*** Opening Input for this task ***

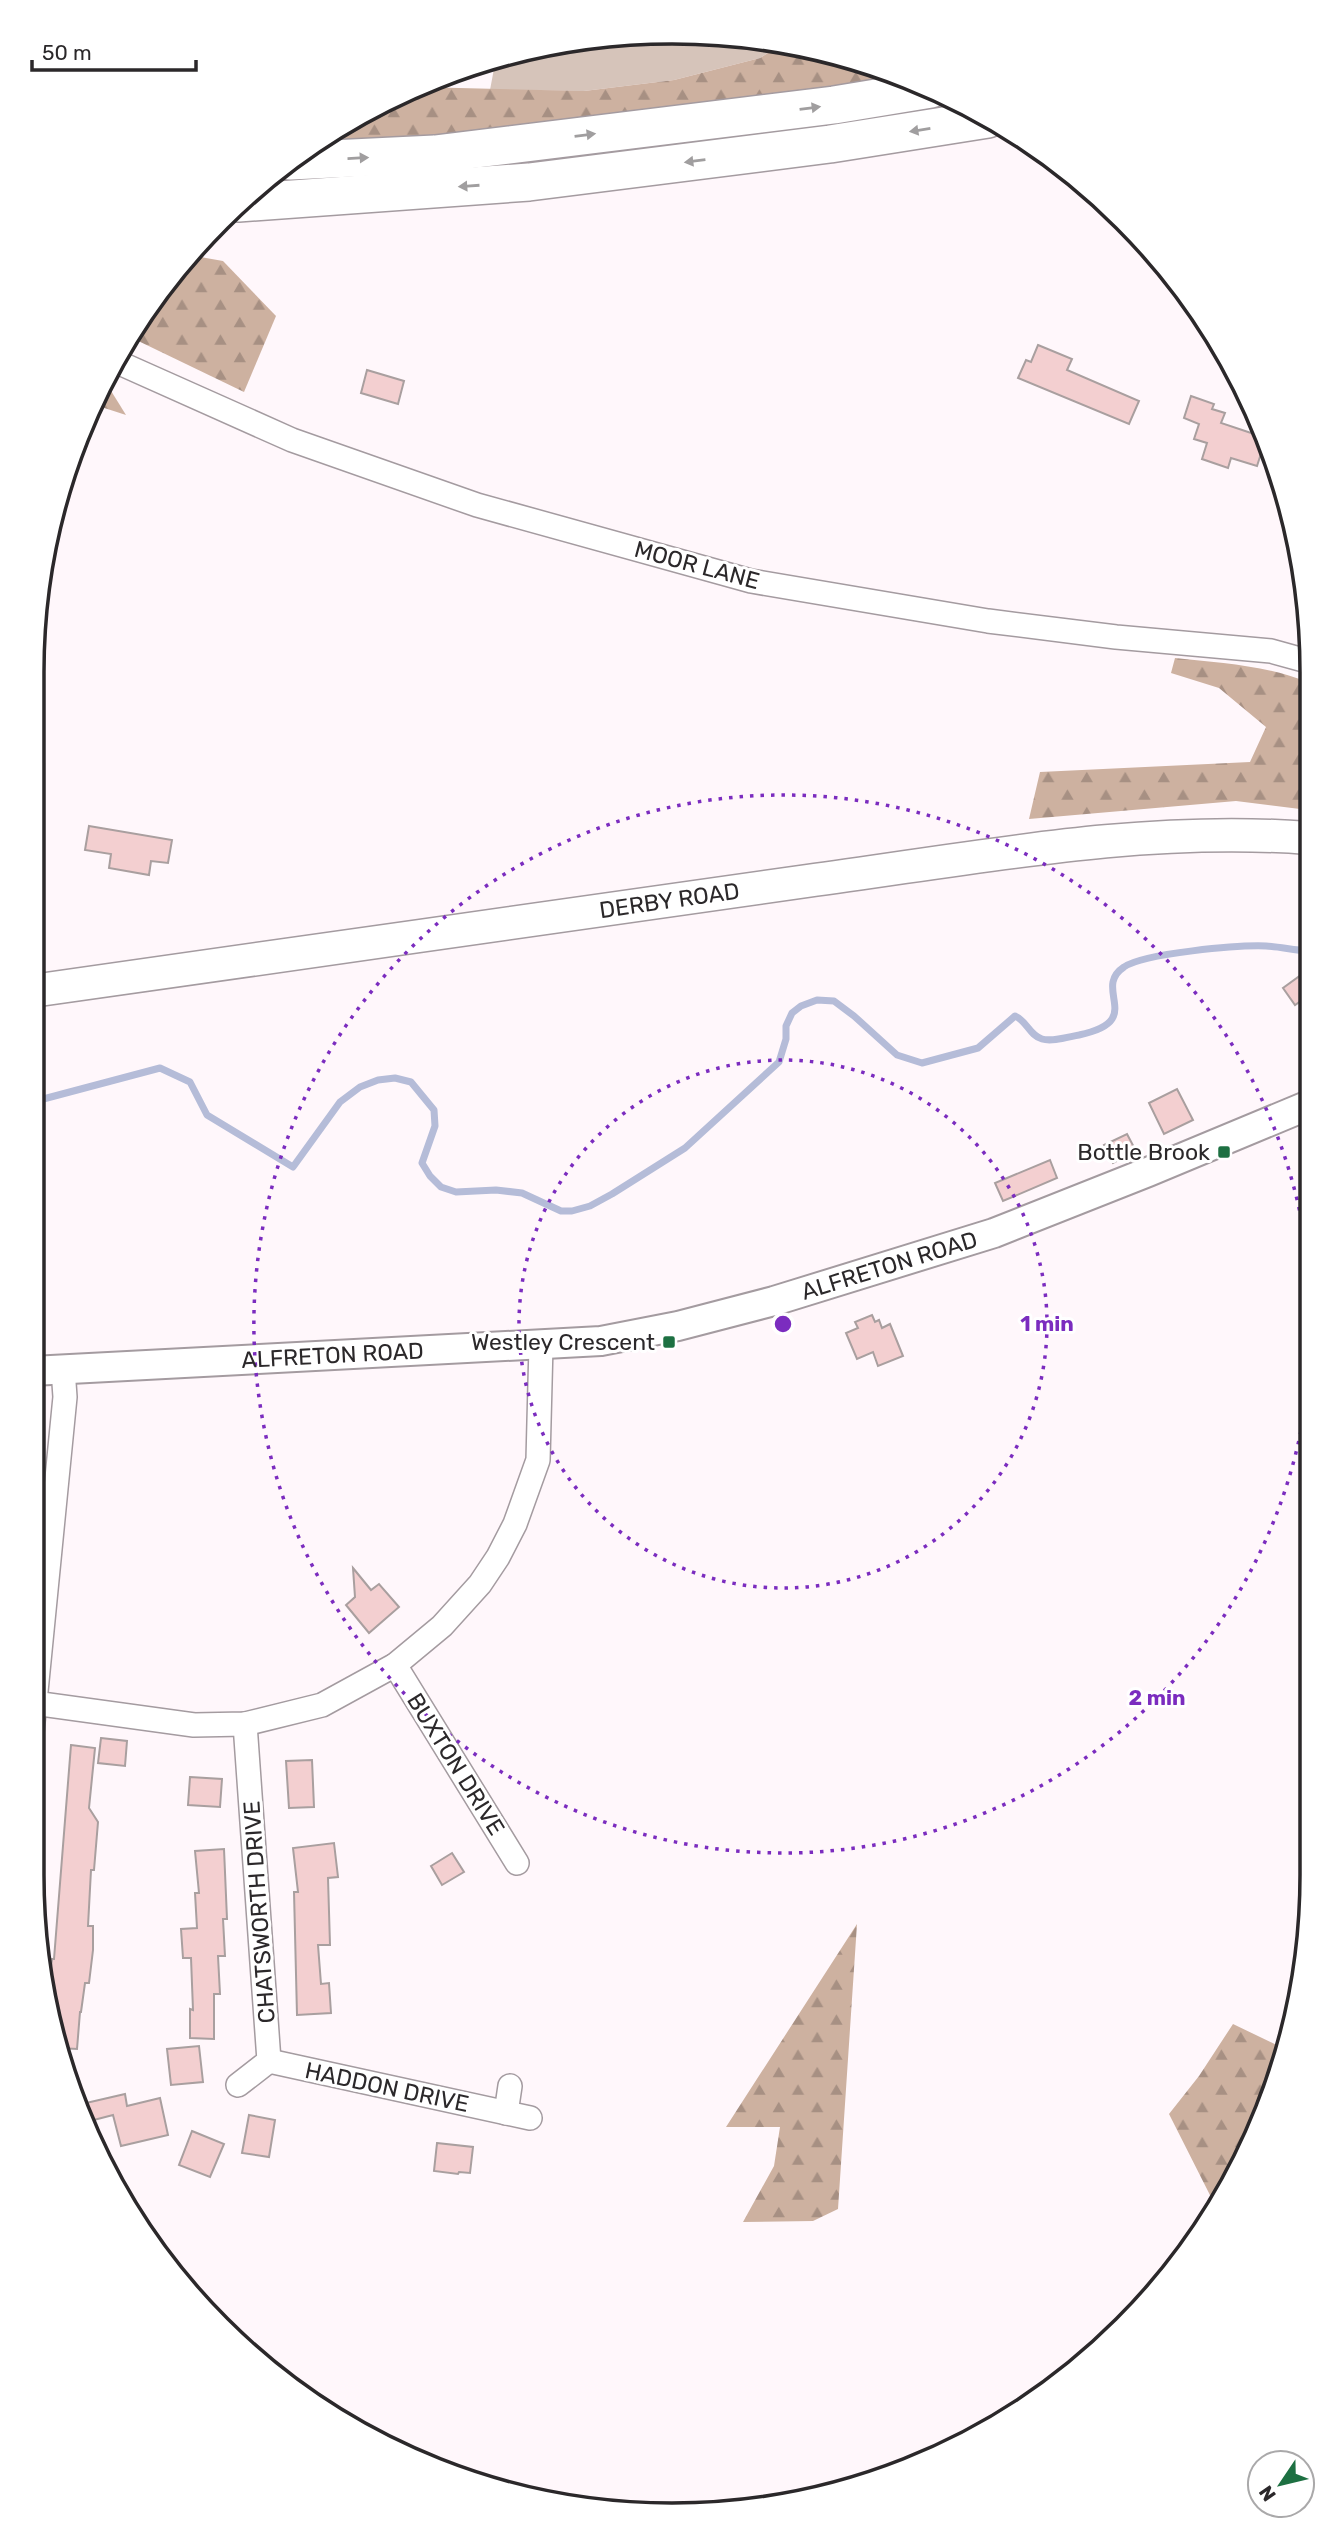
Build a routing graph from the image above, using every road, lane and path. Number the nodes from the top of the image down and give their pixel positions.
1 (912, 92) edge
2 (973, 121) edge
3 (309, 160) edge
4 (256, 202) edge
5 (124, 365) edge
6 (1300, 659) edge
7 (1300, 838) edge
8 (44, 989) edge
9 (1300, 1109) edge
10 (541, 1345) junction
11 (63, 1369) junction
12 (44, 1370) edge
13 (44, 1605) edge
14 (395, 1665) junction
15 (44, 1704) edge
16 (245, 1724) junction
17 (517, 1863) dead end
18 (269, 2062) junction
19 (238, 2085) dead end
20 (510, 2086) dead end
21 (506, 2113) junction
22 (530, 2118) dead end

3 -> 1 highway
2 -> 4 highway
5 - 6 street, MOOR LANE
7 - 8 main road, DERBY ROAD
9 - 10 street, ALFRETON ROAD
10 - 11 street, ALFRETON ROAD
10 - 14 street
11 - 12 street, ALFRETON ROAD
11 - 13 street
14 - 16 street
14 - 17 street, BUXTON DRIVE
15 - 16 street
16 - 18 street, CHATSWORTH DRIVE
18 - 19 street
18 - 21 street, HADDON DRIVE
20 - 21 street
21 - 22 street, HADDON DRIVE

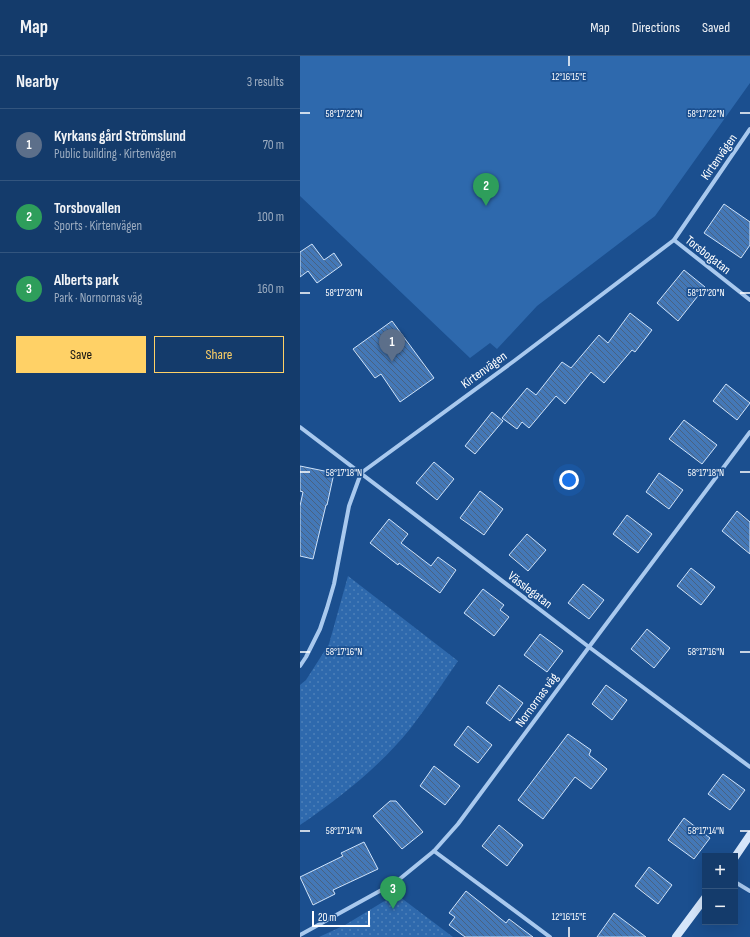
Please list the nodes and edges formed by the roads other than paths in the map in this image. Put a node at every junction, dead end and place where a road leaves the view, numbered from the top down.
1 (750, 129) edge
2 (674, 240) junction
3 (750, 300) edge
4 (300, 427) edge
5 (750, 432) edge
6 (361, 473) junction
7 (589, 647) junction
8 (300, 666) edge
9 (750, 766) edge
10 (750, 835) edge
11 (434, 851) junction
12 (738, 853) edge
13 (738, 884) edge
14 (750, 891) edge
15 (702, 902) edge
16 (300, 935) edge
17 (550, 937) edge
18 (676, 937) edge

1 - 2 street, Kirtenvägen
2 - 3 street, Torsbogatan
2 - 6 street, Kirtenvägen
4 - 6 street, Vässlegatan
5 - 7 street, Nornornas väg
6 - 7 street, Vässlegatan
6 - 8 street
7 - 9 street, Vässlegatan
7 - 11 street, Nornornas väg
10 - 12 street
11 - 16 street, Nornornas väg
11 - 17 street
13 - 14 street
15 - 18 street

*** Closing Input for this task ***

* Task statement *
In this exercise, set down all of the data exactly, without the pictures.

* Answer to this task *
Build a routing graph from the image above, using every road, lane and path. Number the nodes from the top of the image down and give their pixel positions.
1 (912, 92) edge
2 (973, 121) edge
3 (309, 160) edge
4 (256, 202) edge
5 (124, 365) edge
6 (1300, 659) edge
7 (1300, 838) edge
8 (44, 989) edge
9 (1300, 1109) edge
10 (541, 1345) junction
11 (63, 1369) junction
12 (44, 1370) edge
13 (44, 1605) edge
14 (395, 1665) junction
15 (44, 1704) edge
16 (245, 1724) junction
17 (517, 1863) dead end
18 (269, 2062) junction
19 (238, 2085) dead end
20 (510, 2086) dead end
21 (506, 2113) junction
22 (530, 2118) dead end

3 -> 1 highway
2 -> 4 highway
5 - 6 street, MOOR LANE
7 - 8 main road, DERBY ROAD
9 - 10 street, ALFRETON ROAD
10 - 11 street, ALFRETON ROAD
10 - 14 street
11 - 12 street, ALFRETON ROAD
11 - 13 street
14 - 16 street
14 - 17 street, BUXTON DRIVE
15 - 16 street
16 - 18 street, CHATSWORTH DRIVE
18 - 19 street
18 - 21 street, HADDON DRIVE
20 - 21 street
21 - 22 street, HADDON DRIVE

Please list the nodes and edges formed by the roads other than paths in the map in this image. Put a node at every junction, dead end and place where a road leaves the view, numbered from the top down.
1 (750, 129) edge
2 (674, 240) junction
3 (750, 300) edge
4 (300, 427) edge
5 (750, 432) edge
6 (361, 473) junction
7 (589, 647) junction
8 (300, 666) edge
9 (750, 766) edge
10 (750, 835) edge
11 (434, 851) junction
12 (738, 853) edge
13 (738, 884) edge
14 (750, 891) edge
15 (702, 902) edge
16 (300, 935) edge
17 (550, 937) edge
18 (676, 937) edge

1 - 2 street, Kirtenvägen
2 - 3 street, Torsbogatan
2 - 6 street, Kirtenvägen
4 - 6 street, Vässlegatan
5 - 7 street, Nornornas väg
6 - 7 street, Vässlegatan
6 - 8 street
7 - 9 street, Vässlegatan
7 - 11 street, Nornornas väg
10 - 12 street
11 - 16 street, Nornornas väg
11 - 17 street
13 - 14 street
15 - 18 street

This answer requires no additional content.